Analyzing Images to learn Mathematics and Statistics
3D breast cancer tissue reconstruction
We are all inundated with news stories of the results of cancer research, but few students (or faculty) will have any tangible experience seeing or doing that kind of research themselves. This module allows students to follow a researcher as she discovers new features of breast cancer tissue architecture, using 3D reconstructions of histological specimens.
This module was created as a way to get students thinking in new quantitative ways using cutting edge breast cancer research as the context for discovery, letting students experience the utility of math in science first-hand. Students follow along with a simplified but realistic approximation of the original research by reconstructing tissues in 3D to test predictions from a mechanistic agent-based model. There are several quantitative "side trips" that instructors can elect to include/exclude, that expose students to mathematical ideas used to automate image analyses. No prior instructor experience in these topics is assumed or necessary.

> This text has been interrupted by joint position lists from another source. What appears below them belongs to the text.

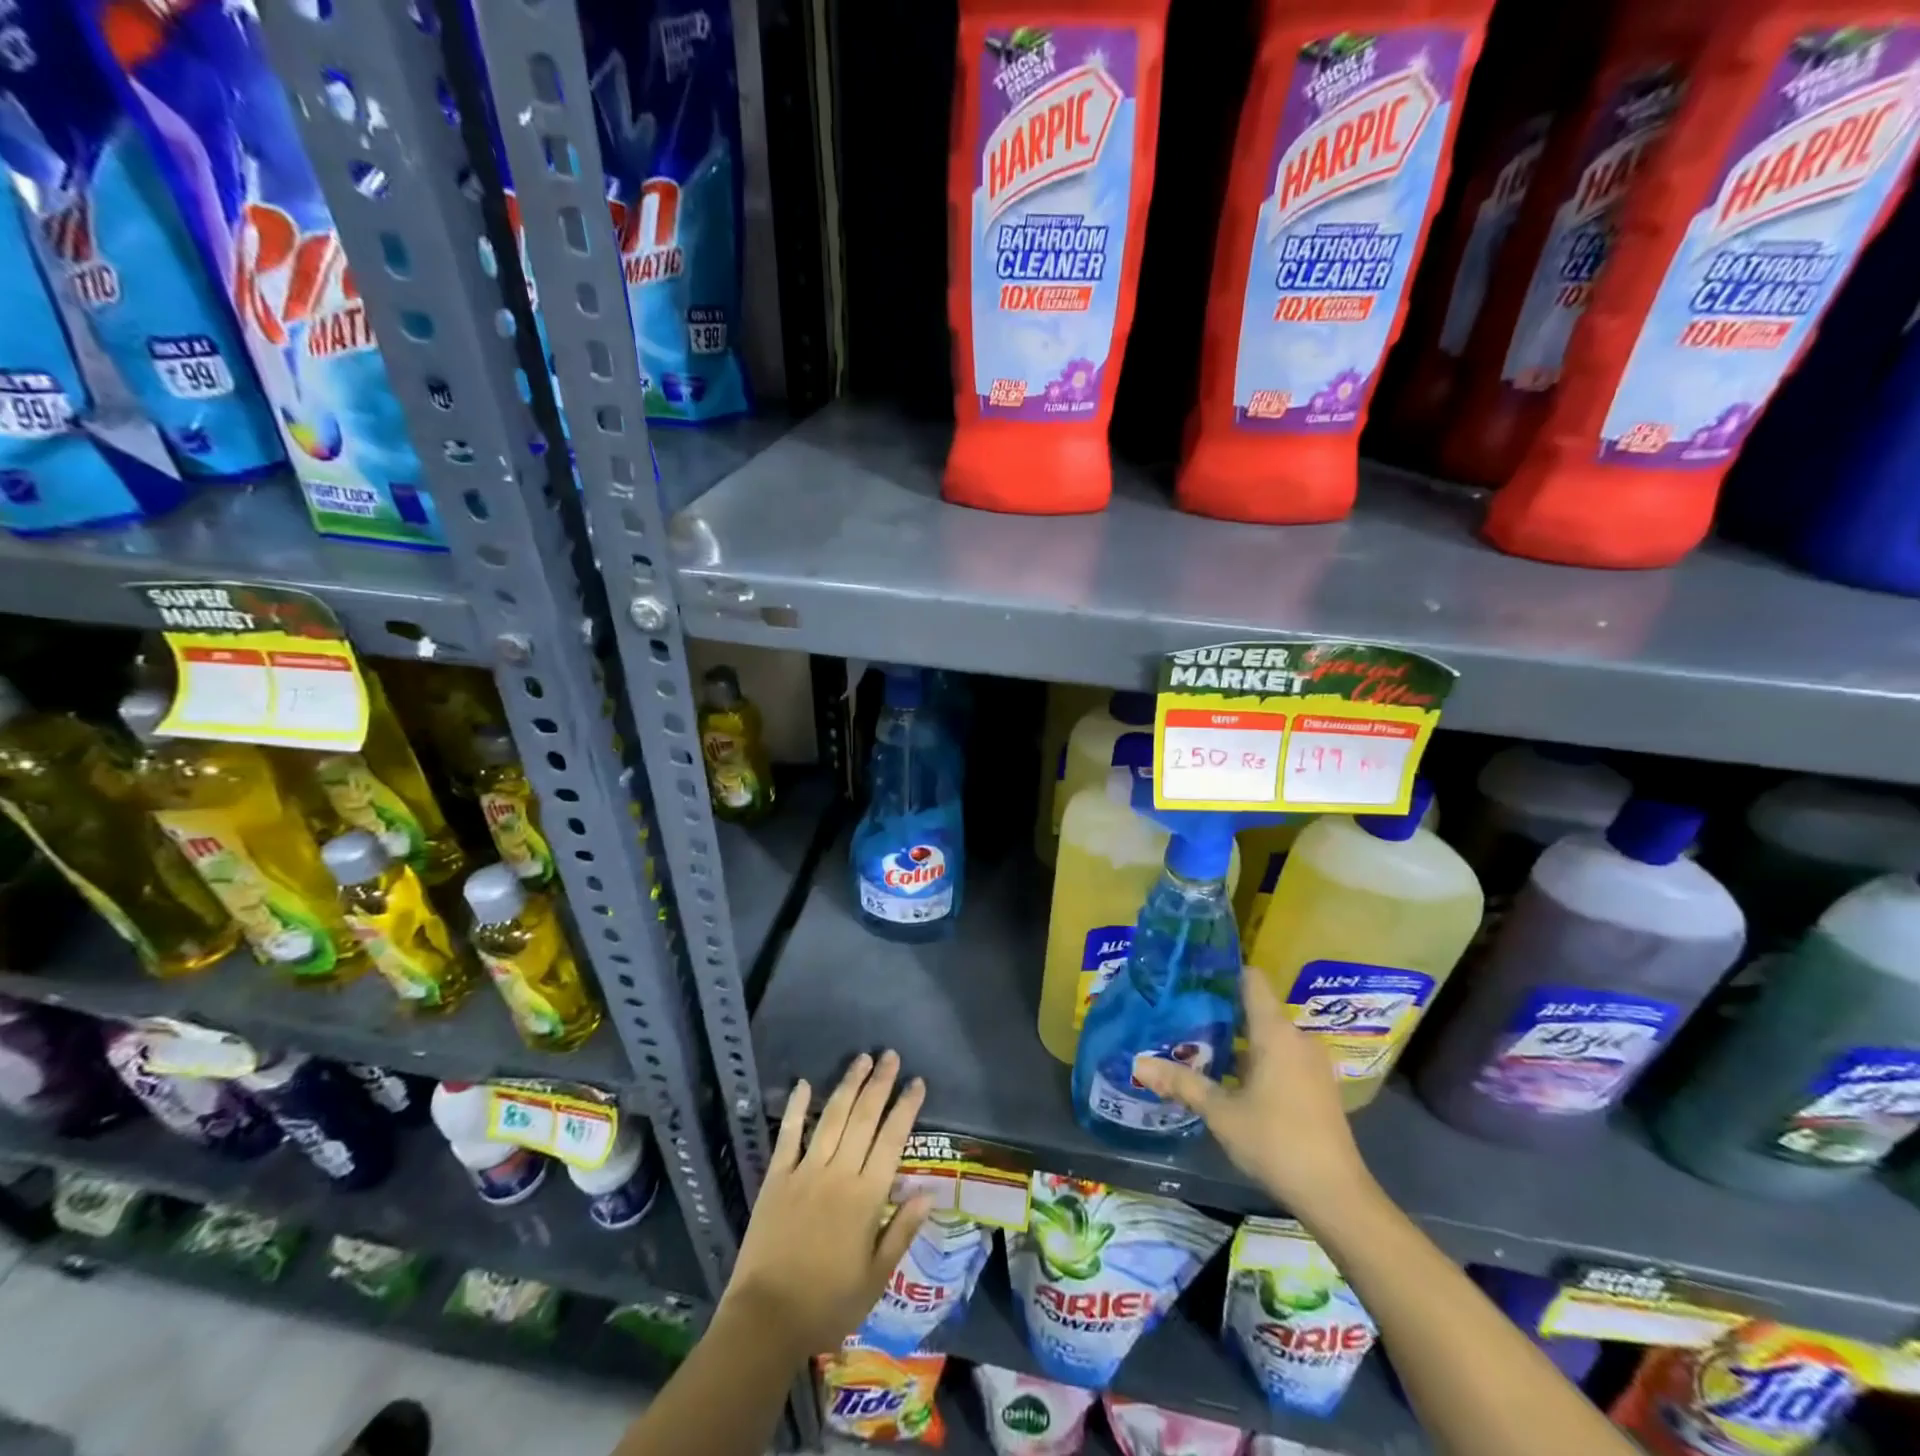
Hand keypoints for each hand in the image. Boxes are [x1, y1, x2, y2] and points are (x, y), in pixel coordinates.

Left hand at [722, 1051, 933, 1359]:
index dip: (905, 1108)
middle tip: (890, 1055)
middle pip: (863, 1118)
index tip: (917, 1082)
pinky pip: (789, 1135)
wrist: (765, 1320)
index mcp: (866, 1197)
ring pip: (831, 1118)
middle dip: (880, 1084)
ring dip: (848, 1085)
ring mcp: (805, 1172)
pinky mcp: (777, 1178)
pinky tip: (804, 1083)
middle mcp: (838, 1174)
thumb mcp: (875, 1278)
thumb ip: (902, 1230)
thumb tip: (929, 1191)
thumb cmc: (827, 1303)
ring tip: (862, 1059)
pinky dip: (796, 1107)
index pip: (892, 1140)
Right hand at [1135, 971, 1373, 1218]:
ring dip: (1237, 1041)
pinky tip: (1230, 1079)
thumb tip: (1138, 1064)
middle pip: (1256, 1008)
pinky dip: (1256, 1060)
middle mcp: (1297, 1038)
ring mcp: (1311, 1063)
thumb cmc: (1276, 1142)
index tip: (1193, 977)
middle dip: (1220, 1012)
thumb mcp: (1221, 1112)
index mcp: (1276, 1032)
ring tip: (1199, 1046)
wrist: (1336, 1196)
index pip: (1251, 980)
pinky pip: (1281, 1057)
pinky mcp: (1318, 1086)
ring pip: (1268, 1036)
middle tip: (1182, 1016)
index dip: (1223, 973)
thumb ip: (1182, 1083)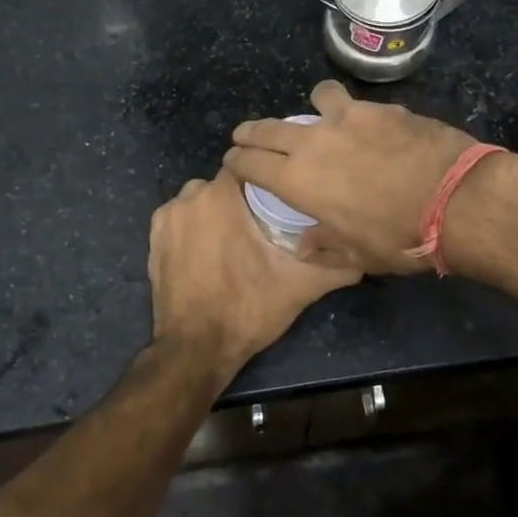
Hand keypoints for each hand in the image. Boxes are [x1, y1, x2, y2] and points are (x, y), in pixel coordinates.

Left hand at [148, 167, 359, 376]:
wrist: (195, 349)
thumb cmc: (247, 308)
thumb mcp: (300, 287)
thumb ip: (336, 266)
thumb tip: (365, 257)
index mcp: (221, 196)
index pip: (249, 167)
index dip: (267, 181)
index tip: (282, 199)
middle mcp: (189, 198)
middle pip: (224, 183)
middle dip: (242, 199)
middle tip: (265, 225)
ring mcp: (166, 219)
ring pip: (200, 201)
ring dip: (217, 212)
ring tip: (238, 240)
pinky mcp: (152, 240)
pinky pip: (181, 220)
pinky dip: (195, 228)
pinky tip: (211, 251)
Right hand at [224, 81, 477, 275]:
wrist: (455, 200)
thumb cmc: (398, 237)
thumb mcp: (357, 254)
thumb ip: (325, 246)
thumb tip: (305, 244)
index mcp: (297, 181)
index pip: (251, 164)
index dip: (237, 161)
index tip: (232, 160)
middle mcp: (313, 143)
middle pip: (269, 129)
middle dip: (252, 132)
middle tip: (246, 134)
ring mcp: (348, 119)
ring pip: (316, 99)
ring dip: (311, 107)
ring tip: (318, 113)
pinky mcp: (382, 108)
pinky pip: (357, 104)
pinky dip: (354, 112)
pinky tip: (369, 124)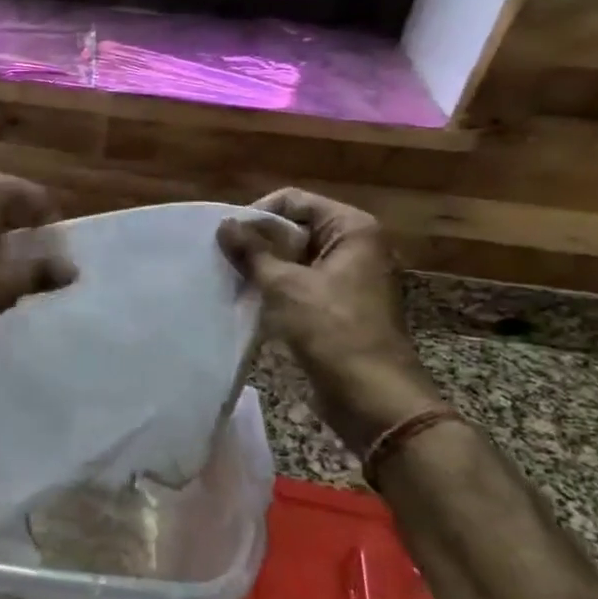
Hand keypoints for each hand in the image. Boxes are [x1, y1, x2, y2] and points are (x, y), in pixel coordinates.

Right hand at [218, 190, 444, 450]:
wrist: (374, 397)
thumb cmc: (333, 332)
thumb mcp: (285, 286)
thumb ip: (252, 251)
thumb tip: (224, 224)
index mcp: (352, 229)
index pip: (294, 201)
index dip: (258, 214)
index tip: (227, 237)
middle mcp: (355, 246)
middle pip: (296, 227)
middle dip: (259, 242)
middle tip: (223, 258)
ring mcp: (349, 277)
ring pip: (296, 258)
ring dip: (264, 267)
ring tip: (231, 278)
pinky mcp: (340, 305)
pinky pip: (302, 283)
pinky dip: (277, 288)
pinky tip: (250, 300)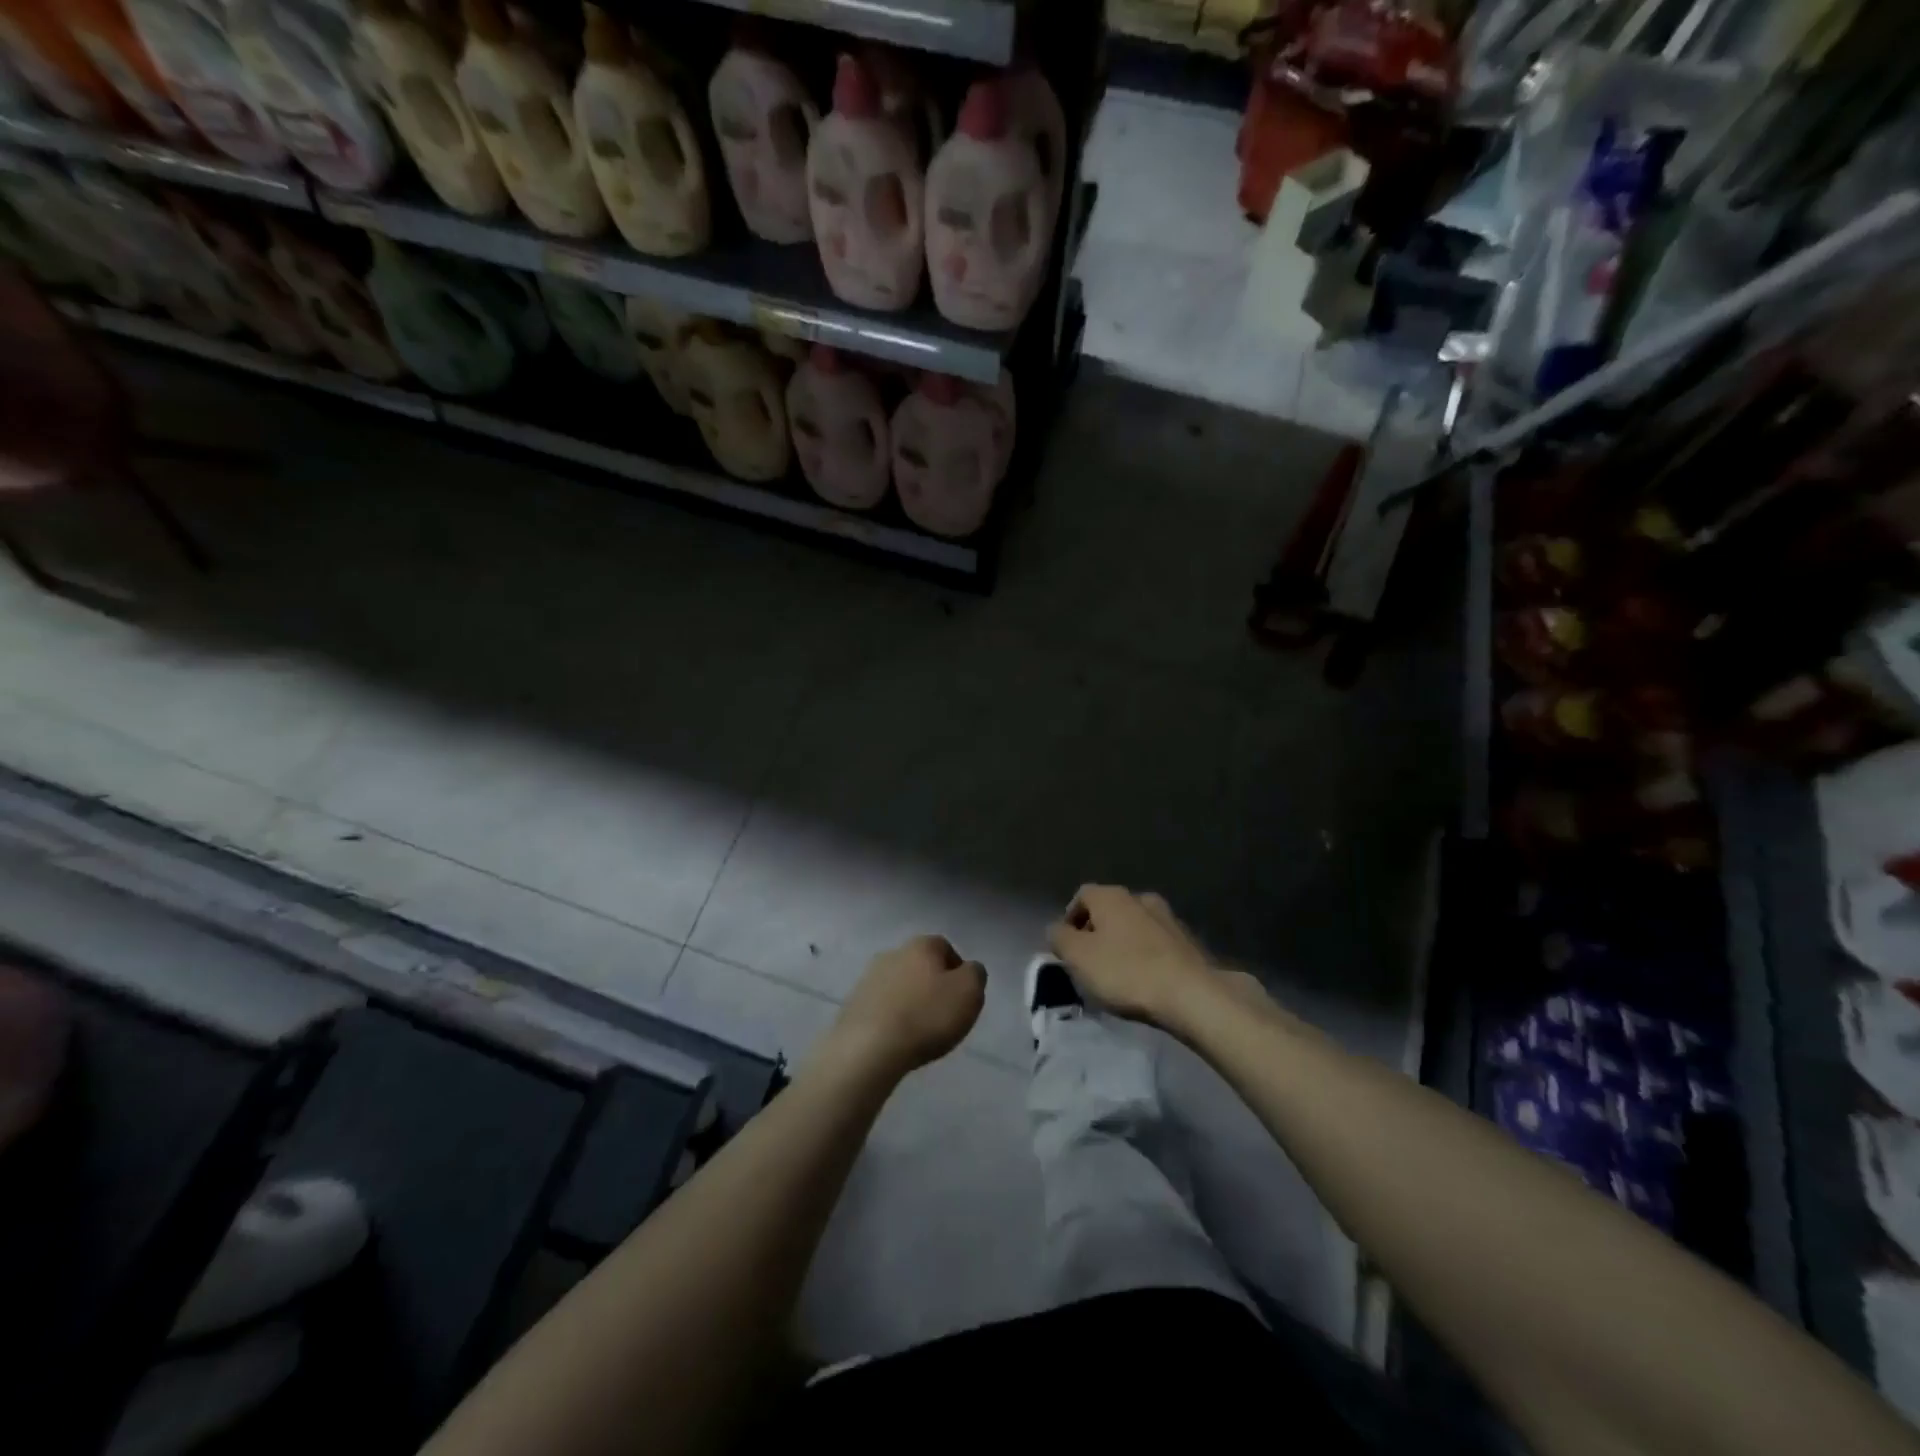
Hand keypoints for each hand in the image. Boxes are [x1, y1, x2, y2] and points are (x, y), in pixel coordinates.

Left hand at [819, 935, 984, 1081]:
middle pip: (920, 965)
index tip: (963, 997)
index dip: (958, 971)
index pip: (945, 947)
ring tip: (920, 1031)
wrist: (869, 1048)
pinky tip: (898, 1039)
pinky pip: (881, 1006)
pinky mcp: (853, 1004)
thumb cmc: (926, 1016)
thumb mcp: (969, 992)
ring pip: (899, 985)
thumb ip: (975, 974)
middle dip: (932, 985)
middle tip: (943, 1014)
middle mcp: (892, 953)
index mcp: (921, 945)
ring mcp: (868, 978)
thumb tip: (968, 970)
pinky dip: (892, 1018)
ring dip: (910, 1001)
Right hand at [1047, 886, 1217, 1028]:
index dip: (1070, 919)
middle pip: (1109, 909)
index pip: (1081, 896)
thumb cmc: (1126, 972)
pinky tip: (1144, 979)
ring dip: (1122, 942)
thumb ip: (1059, 938)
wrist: (1191, 994)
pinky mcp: (1187, 941)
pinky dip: (1145, 955)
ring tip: (1117, 973)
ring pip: (1134, 925)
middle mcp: (1139, 898)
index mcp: (1111, 896)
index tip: (1067, 947)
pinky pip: (1156, 943)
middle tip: (1089, 961)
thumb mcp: (1078, 957)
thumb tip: (1057, 929)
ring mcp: (1167, 918)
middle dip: (1096, 931)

Potential Learning Objectives:
Students will be able to use sums of squares to describe differences.
Students will use image analysis software to generate data from an image set.
Students will use image analysis software to generate a 3D data visualization from an image set.
Students will be able to construct and interpret frequency histograms.
Students will gain appreciation for the interplay between modeling and empirical work.
Students will gain appreciation for the utility of mathematics and computation for biology and medicine.
Students will write a discussion section in typical scientific literature format.
Students will apply programming concepts to automate a series of procedures.
Students will quantify aspects of 3D shapes using image analysis.